Limb landmark coordinates
• • • • • • •

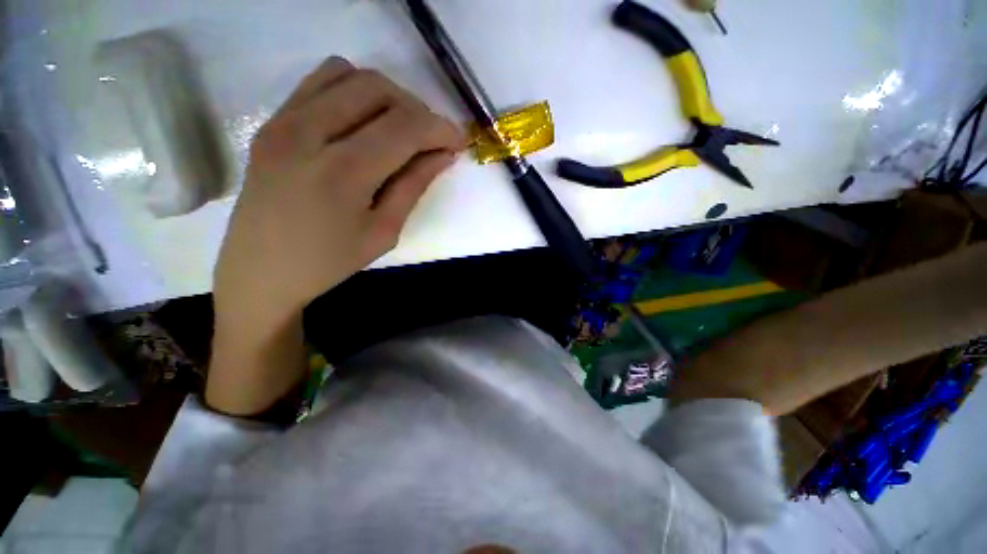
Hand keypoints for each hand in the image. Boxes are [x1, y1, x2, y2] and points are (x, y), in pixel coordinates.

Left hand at [214, 56, 465, 326]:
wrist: (261, 269)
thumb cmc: (330, 261)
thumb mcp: (384, 232)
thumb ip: (415, 185)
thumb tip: (444, 153)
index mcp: (343, 172)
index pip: (405, 126)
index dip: (441, 128)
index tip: (458, 142)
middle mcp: (309, 132)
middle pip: (379, 89)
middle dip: (417, 110)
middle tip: (430, 140)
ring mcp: (284, 120)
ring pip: (350, 74)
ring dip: (387, 96)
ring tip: (399, 129)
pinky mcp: (273, 120)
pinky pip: (320, 81)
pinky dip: (353, 91)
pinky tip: (364, 122)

• • • • • • •

Exercise details: Nothing may be altered when you restate the records, but every picture must be dropped.

Solved exercise:
Hand keypoints for each hand in the image. Boxes are [x1, y1, x2, y2] and points are (x, y), in pixel coordinates.

Left hand at [214, 56, 465, 326]:
wrist: (261, 269)
thumb cmc: (330, 261)
thumb mcp: (384, 232)
thumb ip: (415, 185)
thumb tip: (444, 153)
index mcp: (343, 172)
index pip: (405, 126)
index dip: (441, 128)
index tip: (458, 142)
middle mcp: (309, 132)
middle pip: (379, 89)
middle dip: (417, 110)
middle tip: (430, 140)
ring mcp: (284, 120)
ring pip: (350, 74)
ring dip: (387, 96)
ring tip: (399, 129)
pinky mcp: (273, 120)
pinky pip: (320, 81)
pinky dip: (353, 91)
pinky tip: (364, 122)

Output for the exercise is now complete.